El presidente de los Estados Unidos, Donald Trump, ha anunciado una batería de medidas para reforzar el derecho de los alumnos a rezar en los centros educativos públicos. La decisión será canalizada a través de una guía del Departamento de Educación que, según ha adelantado, verá la luz en breve y garantizará la práctica de la oración en las aulas.
El anuncio se ha producido durante la audiencia de la Comisión de Libertad Religiosa de la Casa Blanca, celebrada en el Museo de la Biblia en Washington. Allí, entre aplausos, Trump ha proclamado que «los estudiantes deben tener asegurado su derecho a rezar» y que su administración protegerá esos principios «con energía y determinación».

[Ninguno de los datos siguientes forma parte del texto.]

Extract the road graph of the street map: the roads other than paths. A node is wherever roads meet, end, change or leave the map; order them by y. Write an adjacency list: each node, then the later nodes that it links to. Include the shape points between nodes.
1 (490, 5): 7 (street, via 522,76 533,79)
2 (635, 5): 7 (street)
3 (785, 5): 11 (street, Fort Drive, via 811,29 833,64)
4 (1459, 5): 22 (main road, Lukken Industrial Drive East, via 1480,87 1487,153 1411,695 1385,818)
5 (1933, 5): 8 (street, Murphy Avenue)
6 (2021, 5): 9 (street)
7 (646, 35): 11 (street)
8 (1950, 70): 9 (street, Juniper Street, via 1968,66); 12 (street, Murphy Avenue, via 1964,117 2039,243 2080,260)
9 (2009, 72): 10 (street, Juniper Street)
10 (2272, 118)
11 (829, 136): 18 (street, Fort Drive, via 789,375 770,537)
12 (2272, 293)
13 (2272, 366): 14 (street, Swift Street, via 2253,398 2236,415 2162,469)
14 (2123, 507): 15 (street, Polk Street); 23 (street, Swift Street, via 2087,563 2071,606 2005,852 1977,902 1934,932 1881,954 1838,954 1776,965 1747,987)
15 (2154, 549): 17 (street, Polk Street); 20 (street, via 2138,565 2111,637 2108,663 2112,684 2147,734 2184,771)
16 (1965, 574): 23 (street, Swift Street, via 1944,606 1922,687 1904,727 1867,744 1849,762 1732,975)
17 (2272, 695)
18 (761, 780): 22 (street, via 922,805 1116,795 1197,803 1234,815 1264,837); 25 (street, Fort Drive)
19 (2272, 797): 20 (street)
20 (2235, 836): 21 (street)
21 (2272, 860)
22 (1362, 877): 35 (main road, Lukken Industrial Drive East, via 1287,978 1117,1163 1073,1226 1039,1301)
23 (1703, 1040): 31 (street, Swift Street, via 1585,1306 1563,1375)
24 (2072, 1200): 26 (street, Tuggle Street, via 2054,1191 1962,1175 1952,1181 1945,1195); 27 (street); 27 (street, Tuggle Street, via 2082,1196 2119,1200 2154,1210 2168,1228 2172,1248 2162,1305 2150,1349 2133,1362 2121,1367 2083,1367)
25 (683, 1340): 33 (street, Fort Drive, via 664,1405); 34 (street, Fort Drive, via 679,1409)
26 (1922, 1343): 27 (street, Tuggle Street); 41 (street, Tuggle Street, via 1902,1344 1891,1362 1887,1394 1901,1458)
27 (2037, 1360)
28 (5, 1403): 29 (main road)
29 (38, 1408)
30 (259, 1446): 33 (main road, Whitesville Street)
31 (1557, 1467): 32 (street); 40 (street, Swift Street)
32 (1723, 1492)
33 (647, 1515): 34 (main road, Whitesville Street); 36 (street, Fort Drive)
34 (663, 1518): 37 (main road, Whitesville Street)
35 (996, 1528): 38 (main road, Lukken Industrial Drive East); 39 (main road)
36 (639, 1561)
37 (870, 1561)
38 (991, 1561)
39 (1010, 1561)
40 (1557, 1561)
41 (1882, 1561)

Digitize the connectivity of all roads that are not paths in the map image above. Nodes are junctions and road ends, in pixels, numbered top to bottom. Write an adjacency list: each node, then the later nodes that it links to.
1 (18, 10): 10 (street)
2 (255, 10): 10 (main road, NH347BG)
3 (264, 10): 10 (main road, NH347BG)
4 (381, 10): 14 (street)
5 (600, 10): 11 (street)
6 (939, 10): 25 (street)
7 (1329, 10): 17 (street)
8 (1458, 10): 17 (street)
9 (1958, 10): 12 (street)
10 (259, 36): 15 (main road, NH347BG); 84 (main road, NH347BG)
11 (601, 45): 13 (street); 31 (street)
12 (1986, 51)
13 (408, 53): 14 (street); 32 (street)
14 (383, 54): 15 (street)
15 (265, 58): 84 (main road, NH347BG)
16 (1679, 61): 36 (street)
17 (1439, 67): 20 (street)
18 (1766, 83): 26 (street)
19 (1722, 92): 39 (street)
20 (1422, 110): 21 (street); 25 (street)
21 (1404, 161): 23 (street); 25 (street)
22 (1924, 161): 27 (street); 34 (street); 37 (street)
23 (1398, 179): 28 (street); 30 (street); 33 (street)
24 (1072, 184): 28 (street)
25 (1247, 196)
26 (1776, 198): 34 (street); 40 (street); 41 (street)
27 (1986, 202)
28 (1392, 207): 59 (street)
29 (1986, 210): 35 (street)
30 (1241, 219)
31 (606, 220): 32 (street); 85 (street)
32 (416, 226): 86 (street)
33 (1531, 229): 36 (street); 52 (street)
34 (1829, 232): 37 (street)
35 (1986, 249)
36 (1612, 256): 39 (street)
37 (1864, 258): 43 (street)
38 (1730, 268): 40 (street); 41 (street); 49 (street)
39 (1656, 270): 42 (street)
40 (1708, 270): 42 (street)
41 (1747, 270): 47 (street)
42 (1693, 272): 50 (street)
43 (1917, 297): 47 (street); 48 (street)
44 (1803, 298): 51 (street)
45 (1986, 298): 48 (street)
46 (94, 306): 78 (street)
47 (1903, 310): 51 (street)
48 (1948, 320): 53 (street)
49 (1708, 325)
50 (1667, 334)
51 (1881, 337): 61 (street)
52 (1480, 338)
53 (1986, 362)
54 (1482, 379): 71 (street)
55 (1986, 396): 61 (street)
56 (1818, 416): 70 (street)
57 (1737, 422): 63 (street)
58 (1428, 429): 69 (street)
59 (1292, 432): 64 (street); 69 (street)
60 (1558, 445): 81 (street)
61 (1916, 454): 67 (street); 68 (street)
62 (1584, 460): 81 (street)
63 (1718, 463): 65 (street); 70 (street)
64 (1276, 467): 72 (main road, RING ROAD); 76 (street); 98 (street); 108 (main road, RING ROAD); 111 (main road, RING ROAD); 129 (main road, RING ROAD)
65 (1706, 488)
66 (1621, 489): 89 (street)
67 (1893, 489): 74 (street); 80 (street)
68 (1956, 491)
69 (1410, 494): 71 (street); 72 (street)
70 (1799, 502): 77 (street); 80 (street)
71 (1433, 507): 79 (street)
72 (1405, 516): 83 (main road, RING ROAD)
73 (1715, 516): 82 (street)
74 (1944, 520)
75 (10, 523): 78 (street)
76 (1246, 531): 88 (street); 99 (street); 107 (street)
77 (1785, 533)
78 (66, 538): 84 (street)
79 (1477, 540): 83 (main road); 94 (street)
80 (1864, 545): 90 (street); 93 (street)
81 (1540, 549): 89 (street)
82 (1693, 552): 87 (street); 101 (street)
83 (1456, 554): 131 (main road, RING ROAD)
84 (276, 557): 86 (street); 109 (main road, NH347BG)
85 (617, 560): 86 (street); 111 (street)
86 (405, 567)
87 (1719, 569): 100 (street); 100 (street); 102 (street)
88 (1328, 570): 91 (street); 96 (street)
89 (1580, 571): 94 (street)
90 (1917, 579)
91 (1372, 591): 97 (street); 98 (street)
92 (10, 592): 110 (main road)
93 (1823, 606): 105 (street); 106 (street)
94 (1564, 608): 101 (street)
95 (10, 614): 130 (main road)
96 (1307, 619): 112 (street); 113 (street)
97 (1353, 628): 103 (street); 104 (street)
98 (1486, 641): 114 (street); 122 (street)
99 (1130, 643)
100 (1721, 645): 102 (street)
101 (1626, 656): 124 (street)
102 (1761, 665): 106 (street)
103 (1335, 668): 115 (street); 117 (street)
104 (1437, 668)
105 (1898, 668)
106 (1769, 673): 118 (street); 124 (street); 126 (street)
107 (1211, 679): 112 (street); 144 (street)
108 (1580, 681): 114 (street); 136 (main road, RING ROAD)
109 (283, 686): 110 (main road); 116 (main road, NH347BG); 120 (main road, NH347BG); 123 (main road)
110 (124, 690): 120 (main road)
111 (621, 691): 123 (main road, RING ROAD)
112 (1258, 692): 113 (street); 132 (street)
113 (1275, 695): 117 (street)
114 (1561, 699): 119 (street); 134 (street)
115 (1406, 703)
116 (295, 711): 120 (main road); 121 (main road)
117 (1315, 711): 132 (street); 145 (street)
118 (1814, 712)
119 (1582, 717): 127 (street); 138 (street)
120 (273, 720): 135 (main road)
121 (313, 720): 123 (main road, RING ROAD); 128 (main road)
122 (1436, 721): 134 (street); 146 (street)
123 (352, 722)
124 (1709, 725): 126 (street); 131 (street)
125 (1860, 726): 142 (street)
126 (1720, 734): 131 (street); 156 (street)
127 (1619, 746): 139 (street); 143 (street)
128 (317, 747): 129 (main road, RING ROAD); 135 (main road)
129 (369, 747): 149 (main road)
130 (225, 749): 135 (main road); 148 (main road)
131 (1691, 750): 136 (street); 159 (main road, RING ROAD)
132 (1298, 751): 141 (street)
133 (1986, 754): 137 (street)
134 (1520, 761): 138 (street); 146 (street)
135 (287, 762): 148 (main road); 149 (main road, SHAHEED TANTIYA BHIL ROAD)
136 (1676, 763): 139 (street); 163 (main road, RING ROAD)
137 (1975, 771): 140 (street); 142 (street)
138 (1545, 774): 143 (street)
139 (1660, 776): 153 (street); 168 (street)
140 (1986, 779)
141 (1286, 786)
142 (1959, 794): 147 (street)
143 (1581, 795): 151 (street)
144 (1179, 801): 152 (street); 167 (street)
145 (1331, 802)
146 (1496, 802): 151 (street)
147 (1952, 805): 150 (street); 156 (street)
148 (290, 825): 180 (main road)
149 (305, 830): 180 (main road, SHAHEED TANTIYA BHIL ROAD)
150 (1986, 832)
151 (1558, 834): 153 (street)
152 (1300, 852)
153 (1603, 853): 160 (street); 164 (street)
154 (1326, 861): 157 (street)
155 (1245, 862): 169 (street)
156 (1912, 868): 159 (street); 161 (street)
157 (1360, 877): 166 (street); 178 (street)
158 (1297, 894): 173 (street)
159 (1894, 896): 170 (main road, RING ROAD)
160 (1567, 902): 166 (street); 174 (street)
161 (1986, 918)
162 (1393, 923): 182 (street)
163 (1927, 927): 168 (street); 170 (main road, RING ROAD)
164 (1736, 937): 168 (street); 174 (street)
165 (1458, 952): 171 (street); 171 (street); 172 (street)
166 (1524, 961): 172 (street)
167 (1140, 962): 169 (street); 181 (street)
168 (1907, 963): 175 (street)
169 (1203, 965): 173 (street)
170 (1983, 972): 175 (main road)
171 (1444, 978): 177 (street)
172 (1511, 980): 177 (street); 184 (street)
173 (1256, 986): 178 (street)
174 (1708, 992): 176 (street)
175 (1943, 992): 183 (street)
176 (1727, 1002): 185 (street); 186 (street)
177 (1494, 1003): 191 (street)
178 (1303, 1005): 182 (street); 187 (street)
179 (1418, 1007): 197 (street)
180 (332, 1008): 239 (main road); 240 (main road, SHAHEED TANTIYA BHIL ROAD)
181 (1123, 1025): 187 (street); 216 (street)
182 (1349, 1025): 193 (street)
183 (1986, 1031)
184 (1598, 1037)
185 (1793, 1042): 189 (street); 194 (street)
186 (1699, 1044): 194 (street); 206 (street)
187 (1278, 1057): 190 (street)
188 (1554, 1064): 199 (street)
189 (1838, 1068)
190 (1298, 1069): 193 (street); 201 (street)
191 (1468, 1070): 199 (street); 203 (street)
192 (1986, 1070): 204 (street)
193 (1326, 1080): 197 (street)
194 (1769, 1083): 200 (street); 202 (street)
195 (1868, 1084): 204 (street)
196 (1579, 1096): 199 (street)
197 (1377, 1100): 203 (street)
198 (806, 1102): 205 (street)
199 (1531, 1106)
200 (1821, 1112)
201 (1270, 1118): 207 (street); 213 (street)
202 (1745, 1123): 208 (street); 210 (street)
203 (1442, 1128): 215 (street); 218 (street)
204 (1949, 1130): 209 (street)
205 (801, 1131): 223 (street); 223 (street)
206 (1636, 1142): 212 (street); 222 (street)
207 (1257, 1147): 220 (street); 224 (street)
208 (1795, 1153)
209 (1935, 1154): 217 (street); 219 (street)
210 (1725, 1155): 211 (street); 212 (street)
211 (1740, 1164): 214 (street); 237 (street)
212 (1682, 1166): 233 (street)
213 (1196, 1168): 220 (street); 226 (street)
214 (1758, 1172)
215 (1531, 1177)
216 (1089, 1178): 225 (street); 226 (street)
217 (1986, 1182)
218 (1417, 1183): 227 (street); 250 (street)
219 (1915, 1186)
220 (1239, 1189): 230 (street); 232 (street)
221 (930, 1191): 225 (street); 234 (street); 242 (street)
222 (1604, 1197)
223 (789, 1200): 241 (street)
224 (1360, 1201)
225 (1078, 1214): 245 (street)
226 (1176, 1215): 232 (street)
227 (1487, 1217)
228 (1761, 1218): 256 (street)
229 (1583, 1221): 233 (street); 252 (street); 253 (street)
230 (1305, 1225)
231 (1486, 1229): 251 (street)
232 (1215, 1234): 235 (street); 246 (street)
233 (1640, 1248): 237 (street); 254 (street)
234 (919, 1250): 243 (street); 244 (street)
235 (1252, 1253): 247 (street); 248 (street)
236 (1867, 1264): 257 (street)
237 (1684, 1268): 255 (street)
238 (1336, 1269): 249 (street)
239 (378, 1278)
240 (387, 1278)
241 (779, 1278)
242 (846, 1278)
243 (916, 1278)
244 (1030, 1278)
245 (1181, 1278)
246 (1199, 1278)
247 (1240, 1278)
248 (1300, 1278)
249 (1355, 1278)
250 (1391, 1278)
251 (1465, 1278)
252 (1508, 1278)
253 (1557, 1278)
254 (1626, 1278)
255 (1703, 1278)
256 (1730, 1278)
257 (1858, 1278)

El mandatario ha insistido en que «es necesario recuperar la religión en Estados Unidos con más fuerza que nunca» y ha recordado que, en otros tiempos, la Biblia formaba parte habitual de las aulas. Frente a ello, ha denunciado que actualmente muchos jóvenes son «sometidos a propaganda contraria a la fe e incluso sancionados por sus creencias».
El encuentro de la comisión tuvo como objetivo examinar el papel histórico de la libertad religiosa en el sistema educativo estadounidense y evaluar las «amenazas graves» que, según Trump, afronta en la actualidad. El propio presidente ha destacado que, en apenas ocho meses desde la creación del grupo, «se ha avanzado mucho más de lo previsto».
La comisión fue constituida oficialmente el 1 de mayo, Día Nacional de la Oración, mediante una orden ejecutiva firmada por Trump. Entre sus integrantes figuran personalidades tan diversas como el presentador de televisión Phil McGraw, el vicegobernador de Texas Dan Patrick o el exsecretario de Vivienda Ben Carson.
En su segunda reunión pública, celebrada este lunes, varios miembros elogiaron el compromiso presidencial. La exfiscal general Pam Bondi, por ejemplo, aseguró que la comisión velará para que los ciudadanos puedan practicar su fe sin miedo y agradeció a Trump su impulso en la materia.